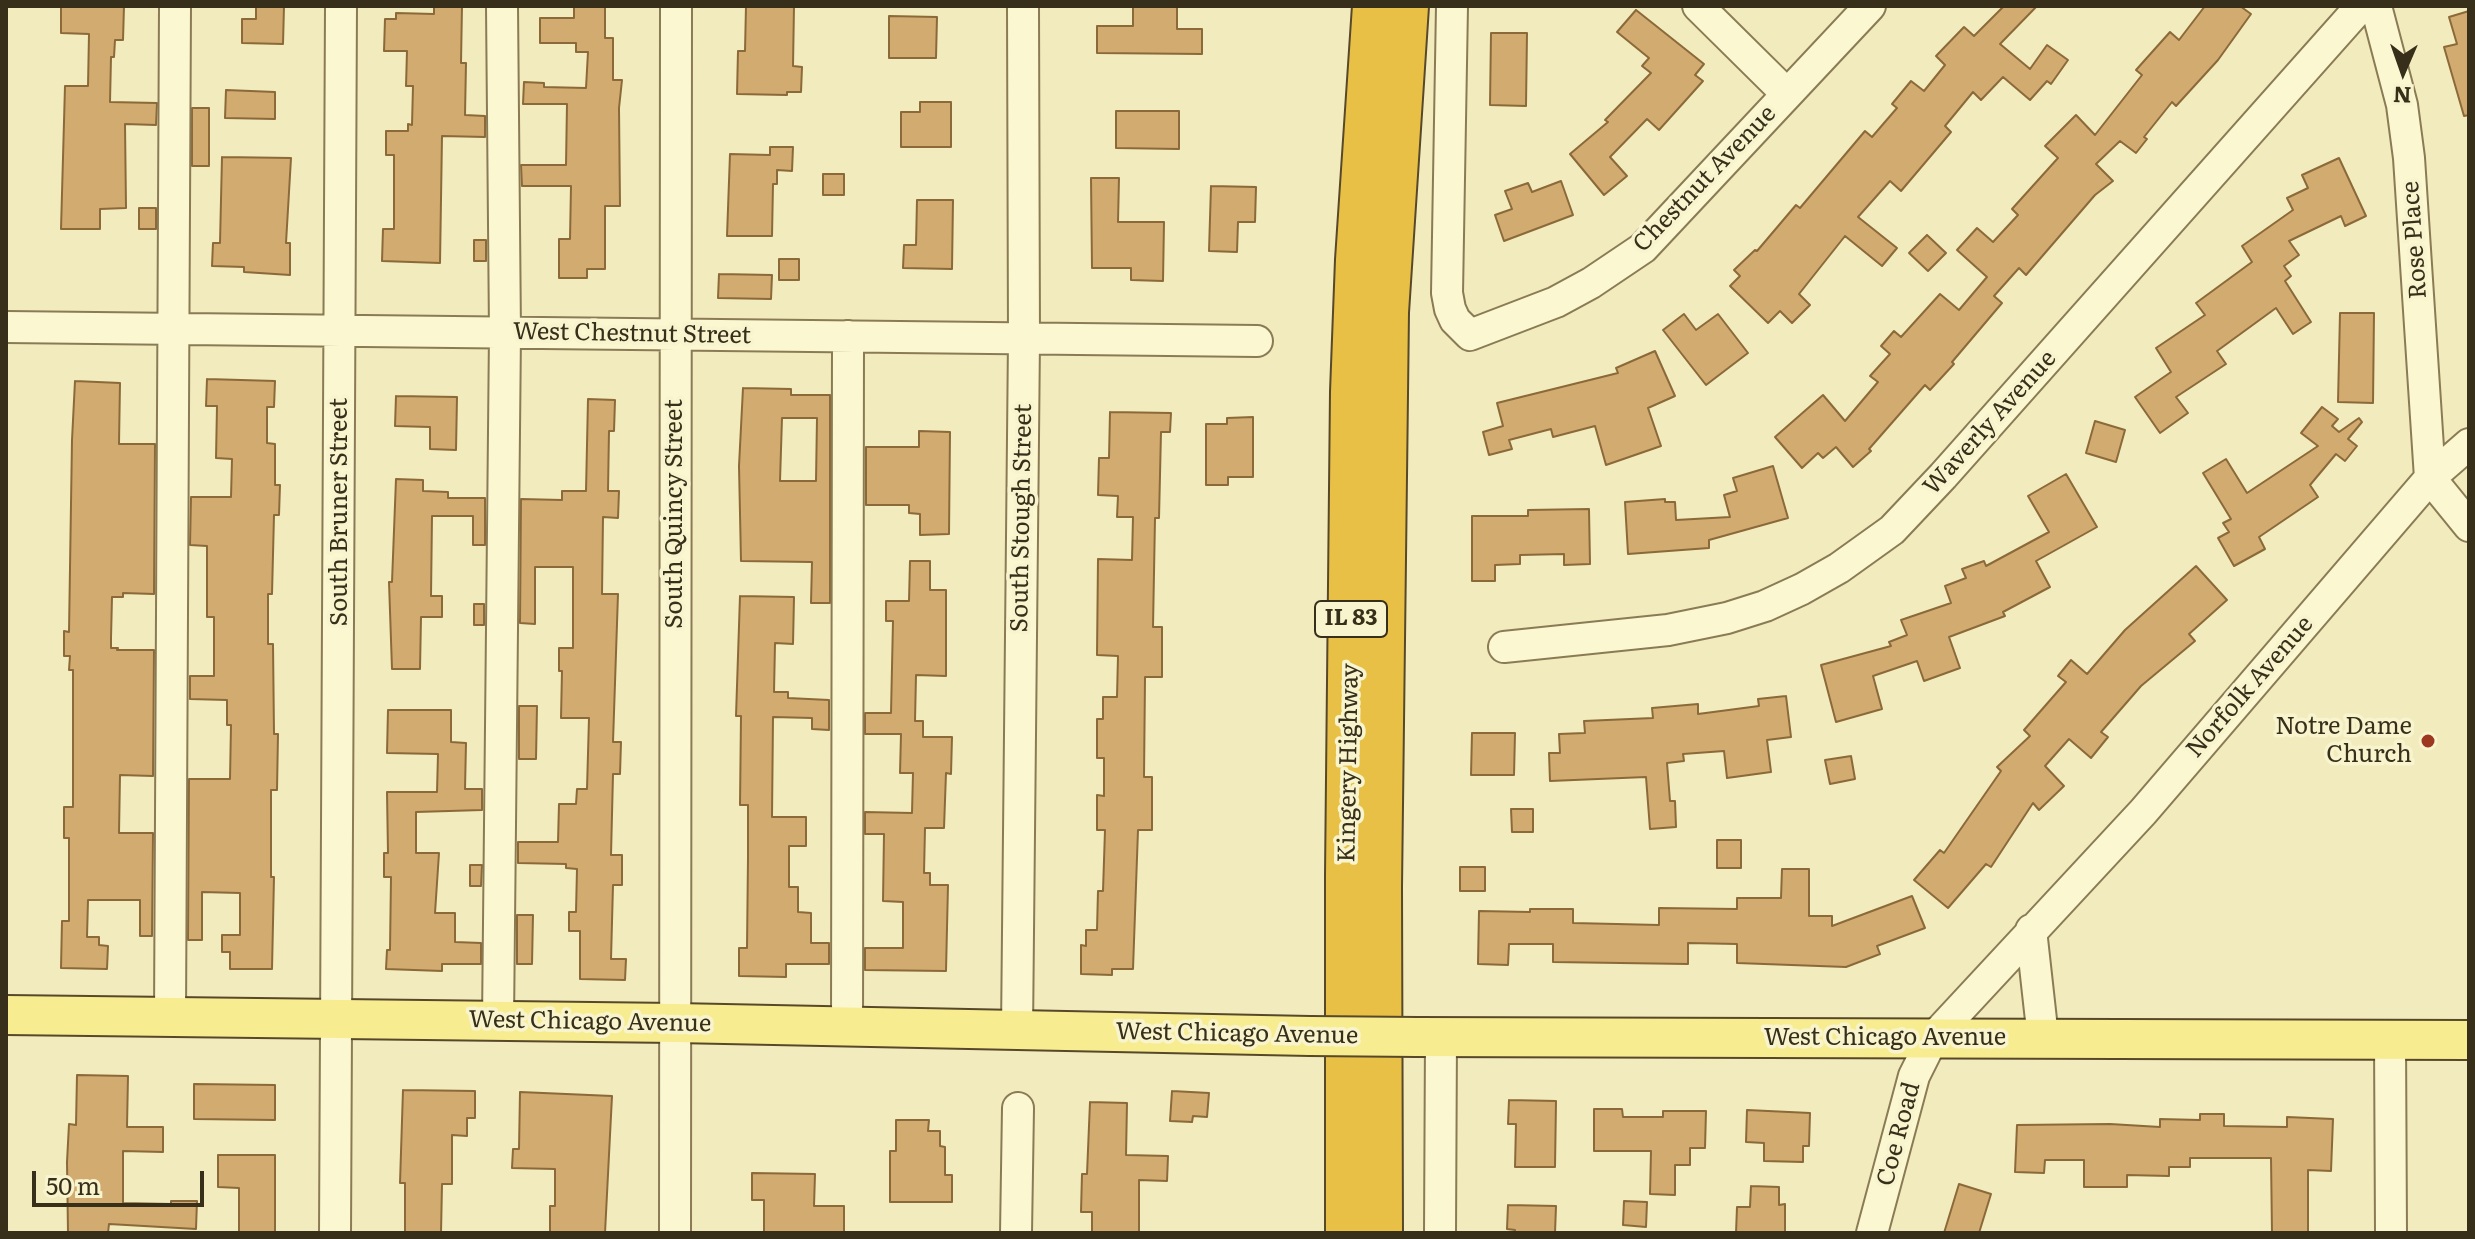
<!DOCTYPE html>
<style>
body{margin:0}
#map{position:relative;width:2475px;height:1239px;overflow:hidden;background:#f1ebbd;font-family:Literata,serif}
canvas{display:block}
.frame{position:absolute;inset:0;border:8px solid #382f1b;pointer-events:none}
.north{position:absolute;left:2363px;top:32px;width:80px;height:80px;-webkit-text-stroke:6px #f8f4cd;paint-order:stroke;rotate:182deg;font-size:22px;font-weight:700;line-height:32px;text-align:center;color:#382f1b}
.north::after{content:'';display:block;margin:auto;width:28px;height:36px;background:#382f1b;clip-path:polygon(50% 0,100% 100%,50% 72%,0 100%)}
.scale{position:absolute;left:32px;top:1171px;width:172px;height:36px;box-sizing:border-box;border:4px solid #382f1b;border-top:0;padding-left:10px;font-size:24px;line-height:28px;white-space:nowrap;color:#382f1b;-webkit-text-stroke:6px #f8f4cd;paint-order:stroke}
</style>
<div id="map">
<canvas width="2475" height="1239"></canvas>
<div class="frame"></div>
<div class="north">N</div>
<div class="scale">50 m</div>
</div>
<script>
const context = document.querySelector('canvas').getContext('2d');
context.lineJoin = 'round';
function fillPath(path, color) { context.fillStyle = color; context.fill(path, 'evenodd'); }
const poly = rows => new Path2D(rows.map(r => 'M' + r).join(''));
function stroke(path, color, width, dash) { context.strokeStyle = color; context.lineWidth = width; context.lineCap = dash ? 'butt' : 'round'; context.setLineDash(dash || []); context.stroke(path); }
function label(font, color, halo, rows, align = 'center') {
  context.font = font + ' Literata,serif'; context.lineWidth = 7; context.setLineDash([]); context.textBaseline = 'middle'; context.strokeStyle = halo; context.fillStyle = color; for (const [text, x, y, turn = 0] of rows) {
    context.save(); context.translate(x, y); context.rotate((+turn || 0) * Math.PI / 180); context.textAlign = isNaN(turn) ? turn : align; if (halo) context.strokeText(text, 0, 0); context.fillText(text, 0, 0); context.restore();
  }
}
const building = poly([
 [61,6,124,6,123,40,115,40,114,57,111,57,110,102,157,103,156,125,125,124,126,208,100,209,100,229,61,229,65,86,88,86,89,34,61,33,61,6],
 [256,6,284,6,283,44,242,43,242,19,256,19,256,6],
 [434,6,462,6,461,63,466,63,465,115,485,116,485,137,442,136,440,263,382,261,383,229,394,229,394,155,386,155,386,131,408,131,408,124,412,125,413,86,406,86,407,51,384,51,385,19,396,19,396,13,434,14,434,6],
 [574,6,605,6,605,38,613,38,613,80,622,80,619,108,620,206,605,206,605,269,587,269,587,278,559,278,559,239,570,239,571,186,522,186,521,165,566,165,567,104,523,104,524,82,544,83,544,87,586,88,588,52,576,52,576,43,540,43,540,18,574,18,574,6],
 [746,6,794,6,793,66,802,67,801,92,787,92,787,95,737,94,738,51,745,51,746,6],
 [1133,6,1177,6,1177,29,1202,29,1202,54,1097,53,1097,26,1133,26,1133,6],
 [2004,6,2037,6,2000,44,2030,69,2047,45,2068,60,2051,84,2047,81,2030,100,2003,77,1981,100,1973,92,1945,126,1951,132,1901,191,1890,181,1858,217,1897,248,1882,266,1845,236,1799,294,1810,305,1792,323,1780,311,1768,323,1730,286,1740,276,1734,270,1755,250,1757,251,1796,205,1800,208,1865,131,1872,137,1897,108,1892,104,1911,81,1924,91,1945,65,1936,56,1964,27,1974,36,2004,6],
 [2205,6,2240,6,2251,14,2218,60,2176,106,2172,102,2144,137,2147,139,2136,153,2120,141,2096,164,2113,181,2095,195,2026,275,2019,268,1994,296,2002,303,1952,362,1954,364,1930,390,1925,385,1869,449,1871,451,1853,467,1836,447,1823,458,1818,453,1802,468,1775,437,1823,395,1845,421,1878,382,1870,376,1890,354,1881,346,1894,331,1901,337,1940,294,1959,310,1987,277,1957,250,1977,228,1993,242,2018,215,2012,209,2058,158,2045,146,2076,115,2095,135,2142,75,2136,70,2170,32,2179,40,2205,6],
 [1636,10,1704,64,1695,75,1703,81,1659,130,1647,119,1610,157,1627,176,1604,195,1570,154,1608,122,1605,120,1651,73,1642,66,1649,58,1617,32,1636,10],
 [2469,11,2469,115,2464,116,2444,47,2457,44,2449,17,2469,11],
 [889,16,937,17,936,58,889,58,889,16],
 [1491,33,1527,33,1526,106,1490,105,1491,33],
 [226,90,275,92,275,119,225,118,226,90],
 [920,102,951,102,951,147,901,147,901,112,920,112,920,102],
 [192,108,209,108,209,166,192,166,192,108],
 [1116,111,1179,111,1179,149,1116,148,1116,111],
 [770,147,793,147,792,171,777,170,777,184,773,184,772,236,727,236,730,154,770,155,770,147],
 [222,157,291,158,286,243,290,243,290,275,244,272,244,267,212,266,213,243,220,243,222,157],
 [2339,158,2366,216,2345,226,2341,216,2289,241,2299,255,2284,266,2291,276,2285,281,2311,322,2293,334,2276,308,2217,351,2226,364,2176,397,2188,413,2160,433,2135,397,2171,372,2156,348,2205,315,2196,303,2252,262,2242,246,2293,210,2287,198,2308,188,2302,175,2339,158],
 [823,174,844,174,844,195,823,195,823,174],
 [1091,178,1119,178,1118,222,1164,222,1163,281,1131,280,1131,268,1092,268,1091,178],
 [1561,181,1573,215,1504,241,1495,215,1512,209,1505,191,1528,183,1532,192,1561,181],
 [1211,186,1256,187,1255,222,1238,222,1237,252,1209,251,1211,186],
 [917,200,953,200,952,269,903,268,904,245,916,245,917,200],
 [139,208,156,208,156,229,139,229,139,208],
 [1927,235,1946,253,1928,271,1909,253,1927,235],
 [474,240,486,240,486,261,474,261,474,240],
 [779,259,799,259,799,280,779,280,779,259],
 [719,274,772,275,771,299,718,298,719,274],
 [2340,313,2374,313,2373,403,2338,402,2340,313],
 [1684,314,1696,330,1718,314,1748,353,1706,385,1663,330,1684,314],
 [1655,351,1675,396,1648,408,1661,446,1606,465,1595,426,1553,437,1551,429,1509,440,1512,449,1489,455,1483,432,1503,426,1497,403,1618,373,1616,368,1655,351],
 [207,379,275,381,274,407,267,407,267,443,275,444,275,485,280,485,279,515,274,515,272,594,268,594,268,644,273,644,274,734,278,734,277,790,271,790,271,877,274,877,272,969,230,969,230,952,222,952,222,935,240,935,240,893,202,892,202,940,188,940,189,779,230,779,231,725,227,725,227,700,190,699,190,676,214,676,214,617,207,617,207,546,190,545,191,497,231,497,232,459,216,458,217,406,206,406,207,379],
 [75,381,120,383,119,444,155,444,154,594,123,593,123,597,112,597,111,638,111,648,118,648,117,650,154,650,153,776,120,775,119,833,153,833,152,936,140,936,140,900,88,900,87,937,99,937,99,945,108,946,107,969,61,968,62,921,69,921,69,838,64,838,64,807,73,807,73,670,69,670,70,656,64,656,64,631,69,632,72,440,75,381],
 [743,388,791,389,791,395,830,395,830,603,811,603,812,562,741,561,739,466,743,388],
 [782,418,817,418,816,481,780,481,782,418],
 [396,396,457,397,456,450,430,449,430,427,395,426,396,396],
 [588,399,615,400,614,431,609,431,608,491,619,491,618,518,603,517,602,594,618,594,613,742,621,742,620,774,613,774,611,855,622,855,622,885,613,885,611,959,626,959,625,980,580,979,580,931,569,931,569,912,576,912,577,869,566,868,566,864,518,863,518,842,558,842,559,804,576,804,577,789,587,789,589,718,561,718,562,671,559,671,559,648,573,648,573,567,535,567,535,624,520,623,521,499,562,500,562,491,586,491,588,399],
 [2322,407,2338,419,2332,426,2339,432,2359,418,2362,422,2348,439,2357,446,2345,461,2336,454,2310,485,2318,497,2259,537,2265,549,2234,566,2218,538,2229,532,2223,523,2231,519,2203,473,2226,459,2247,493,2318,446,2301,433,2322,407],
 [1110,412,1171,413,1170,432,1161,432,1159,518,1155,518,1153,627,1162,627,1162,677,1145,677,1144,777,1152,777,1152,830,1138,830,1133,969,1112,969,1112,975,1081,974,1081,945,1086,946,1086,930,1097,930,1098,891,1103,891,1105,830,1097,830,1097,795,1104,796,1104,758,1097,758,1097,719,1103,719,1103,697,1117,697,1118,656,1097,655,1098,559,1132,560,1133,517,1117,517,1118,496,1098,495,1099,458,1109,458,1110,412],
 [1253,417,1253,477,1228,477,1228,485,1206,485,1206,424,1227,424,1227,418,1253,417],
 [2095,421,2125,430,2116,462,2086,453,2095,421],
 [919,431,950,432,949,534,920,535,920,514,909,513,909,505,866,505,866,447,919,447,919,431],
 [1773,466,1788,518,1709,540,1709,548,1628,554,1625,502,1665,499,1665,502,1675,502,1676,520,1730,517,1724,495,1737,491,1733,478,1773,466],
 [2066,474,2097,527,2036,561,2050,587,2003,612,2005,616,1949,637,1960,668,1924,681,1917,661,1873,676,1882,709,1836,722,1821,665,1891,646,1889,642,1907,635,1901,620,1951,603,1945,586,1966,578,1962,569,1984,561,1986,566,2049,532,2028,496,2066,474],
 [396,479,423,480,423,491,448,492,448,498,485,498,485,545,473,545,473,516,432,516,431,596,442,596,442,617,421,617,420,669,392,669,389,582,392,582,396,479],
 [1589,509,1590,564,1564,565,1564,554,1520,555,1520,564,1495,565,1495,581,1472,581,1472,516,1528,516,1528,510,1589,509],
 [910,561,930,561,930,590,946,590,946,676,916,675,915,721,923,721,923,737,952,737,951,774,946,773,944,828,925,828,924,873,930,873,930,885,948,885,946,971,865,970,865,948,903,948,903,902,883,901,884,834,865,834,865,812,912,813,913,773,900,773,901,734,865,734,865,713,891,713,893,621,886,621,886,601,909,601,910,561],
 [2196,566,2227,600,2189,634,2195,641,2141,686,2101,732,2108,737,2091,758,2069,739,2045,766,2064,786,2039,810,2033,803,1991,867,1986,864,1948,908,1914,880,1940,850,1944,853,2001,771,1997,767,2030,736,2024,730,2066,682,2058,676,2071,660,2087,674,2125,630,2196,566],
 [740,596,794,597,793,644,775,643,774,692,788,692,788,698,829,700,829,730,812,729,812,718,773,717,772,817,806,817,806,846,789,846,789,887,798,887,798,912,811,913,811,943,829,943,829,964,786,964,786,977,739,976,739,948,747,948,748,858,748,805,740,805,741,716,736,716,740,596],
 [474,604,484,604,484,625,474,625,474,604],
 [1786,696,1791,737,1767,740,1771,772,1727,778,1724,751,1683,754,1684,761,1667,763,1670,801,1675,801,1676,827,1650,829,1646,777,1550,781,1549,753,1560,753,1559,734,1585,733,1584,721,1653,718,1652,708,1698,704,1698,714,1759,706,1758,699,1786,696],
 [519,706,537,706,536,759,519,759,519,706],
 [388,710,451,710,451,742,466,743,465,789,482,789,482,810,416,812,416,853,439,853,435,913,455,913,455,942,481,943,481,964,442,964,442,971,386,969,387,950,390,950,391,877,384,877,384,853,388,853,387,792,437,792,438,754,387,753,388,710],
 [1472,733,1515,733,1514,775,1471,775,1472,733],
 [1851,756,1855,779,1830,784,1825,760,1851,756],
 [1511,809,1533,809,1533,832,1512,832,1511,809],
 [1717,840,1741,840,1741,868,1717,868,1717,840],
 [470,865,482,865,481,886,470,886,470,865],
 [1460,867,1485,867,1485,891,1460,891,1460,867],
 [1782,869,1809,869,1809,916,1832,916,1832,926,1912,896,1925,928,1877,946,1880,954,1846,967,1737,963,1737,944,1688,943,1688,964,1553,962,1553,944,1509,944,1508,965,1478,964,1479,911,1530,912,1530,909,1573,909,1573,923,1659,925,1659,908,1737,909,1737,898,1781,898,1782,869],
 [517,915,533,915,532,964,517,964,517,915],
 [77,1075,128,1076,127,1127,163,1127,163,1152,123,1151,123,1203,171,1204,171,1201,197,1201,196,1229,109,1224,108,1233,68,1233,67,1162,69,1124,76,1125,77,1075],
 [194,1084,275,1085,275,1120,194,1119,194,1084],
 [403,1090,475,1091,475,1118,467,1118,467,1136,452,1135,452,1184,442,1184,441,1233,405,1233,405,1183,400,1183,403,1090],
 [1172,1091,1209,1093,1207,1117,1193,1116,1192,1122,1170,1121,1172,1091],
 [520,1092,612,1096,605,1233,550,1233,550,1206,555,1206,555,1169,512,1168,513,1149,519,1149,520,1092],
 [1509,1100,1556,1101,1555,1167,1515,1167,1516,1124,1508,1124,1509,1100],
 [1090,1102,1127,1103,1126,1155,1168,1156,1167,1181,1139,1180,1139,1233,1092,1233,1092,1212,1081,1212,1082,1174,1087,1174,1090,1102],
 [1594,1109,1622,1109,1623,1117,1663,1117,1663,1111,1706,1111,1705,1148,1690,1148,1690,1165,1675,1165,1675,1195,1650,1194,1651,1151,1594,1151,1594,1109],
 [1747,1110,1810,1113,1809,1146,1803,1146,1803,1162,1764,1161,1764,1143,1746,1142,1747,1110],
 [2200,1114,2224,1114,2224,1126,2287,1127,2287,1117,2333,1119,2331,1171,2308,1170,2308,1233,2272,1233,2271,1158,2190,1158,2190,1167,2169,1167,2169,1176,2127,1175,2127,1187,2084,1187,2084,1160,2045,1160,2044,1173,2015,1172,2017,1125,2110,1124,2160,1127,2160,1119,2200,1120,2200,1114],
 [896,1120,929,1120,928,1131,940,1131,940,1146,945,1147,945,1175,952,1175,952,1202,890,1202,890,1151,896,1151,896,1120],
 [218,1155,275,1155,275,1233,239,1233,239,1188,218,1187,218,1155],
 [752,1173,815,1174,814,1206,844,1206,844,1233,764,1233,764,1200,752,1200,752,1173],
 [1959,1184,1991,1194,1979,1233,1944,1233,1959,1184],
 [1751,1186,1779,1187,1779,1205,1785,1204,1785,1233,1736,1233,1737,1207,1750,1207,1751,1186],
 [1624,1201,1647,1202,1646,1227,1623,1225,1624,1201],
 [1508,1205,1556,1206,1555,1233,1515,1233,1515,1230,1507,1229,1508,1205]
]);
fillPath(building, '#d2ab70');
stroke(building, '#8b6939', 2);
const minor = poly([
 [1452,6,1447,293,1450,309,1455,320,1470,335,1556,302,1591,283,1643,248,1870,6],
 [1698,6,1787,94],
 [2376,6,2402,105,2409,158,2430,478,2469,526],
 [6,327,1257,341],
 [1504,647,1668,630,1727,618,1765,606,1802,589,1839,568,1892,530,1943,476,2361,6],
 [2031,930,2043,1038],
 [170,1017,175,6],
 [498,1021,505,333,502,6],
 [847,1027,848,336],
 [1017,1030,1024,339,1023,6],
 [2390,1039,2391,1233],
 [335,1233,341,6],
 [675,1233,676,6],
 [1016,1233,1018,1108],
 [1440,1233,1441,1038],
 [1872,1233,1914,1076,1933,1038,2143,812,2430,478,2469,444]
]);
const major = poly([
 [6,1015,676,1023,1310,1036],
 [1417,1037,2469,1040]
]);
const highway = poly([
 [1348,1233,1348,875,1353,392,1358,260,1375,6],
 [1380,1233,1379,887,1386,312,1406,6]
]);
stroke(minor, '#8a7b55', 34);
stroke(major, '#57482a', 42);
stroke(highway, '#57482a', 48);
stroke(minor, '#fbf7d1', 30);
stroke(major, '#f8ec91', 38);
stroke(highway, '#e8c046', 44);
const majorBridge = poly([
 [1310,1036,1417,1037]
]);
stroke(majorBridge, '#57482a', 42, []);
stroke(majorBridge, '#f8ec91', 38);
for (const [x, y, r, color] of [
 [2428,741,8,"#9e3720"]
]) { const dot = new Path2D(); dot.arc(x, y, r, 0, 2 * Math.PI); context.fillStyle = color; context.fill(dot); stroke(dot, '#f8f4cd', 3); }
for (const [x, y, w] of [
 [1351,619,72]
]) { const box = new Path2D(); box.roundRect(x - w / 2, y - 18, w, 36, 6); context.fillStyle = '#f8f4cd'; context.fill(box); stroke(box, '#382f1b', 2); }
label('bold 22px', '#382f1b', null, [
 ["IL 83",1351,619]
]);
label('24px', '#382f1b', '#f8f4cd', [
 ["Chestnut Avenue",1705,179,-46],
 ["Rose Place",2415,240,-94],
 ["West Chestnut Street",632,334,1],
 ["Waverly Avenue",1990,423,-48],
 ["South Bruner Street",340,512,-90],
 ["South Quincy Street",675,514,-90],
 ["South Stough Street",1022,518,-89],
 ["Norfolk Avenue",2250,687,-49],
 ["Kingery Highway",1349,763,-89],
 ["West Chicago Avenue",590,1022,1],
 ["West Chicago Avenue",1237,1034,1],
 ["West Chicago Avenue",1885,1038],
 ["Coe Road",1899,1134,-75]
]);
label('24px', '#382f1b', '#f8f4cd', [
 ["Notre Dame",2412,727],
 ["Church",2412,755]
], 'right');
</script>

^^^^^^^^^^^^^^^^

_Task statement_
Set aside each line above that includes the string "lineWidth" and report it.

_Answer below_
function stroke(path, color, width, dash) { context.strokeStyle = color; context.lineWidth = width; context.lineCap = dash ? 'butt' : 'round'; context.setLineDash(dash || []); context.stroke(path); }
  context.font = font + ' Literata,serif'; context.lineWidth = 7; context.setLineDash([]); context.textBaseline = 'middle'; context.strokeStyle = halo; context.fillStyle = color; for (const [text, x, y, turn = 0] of rows) {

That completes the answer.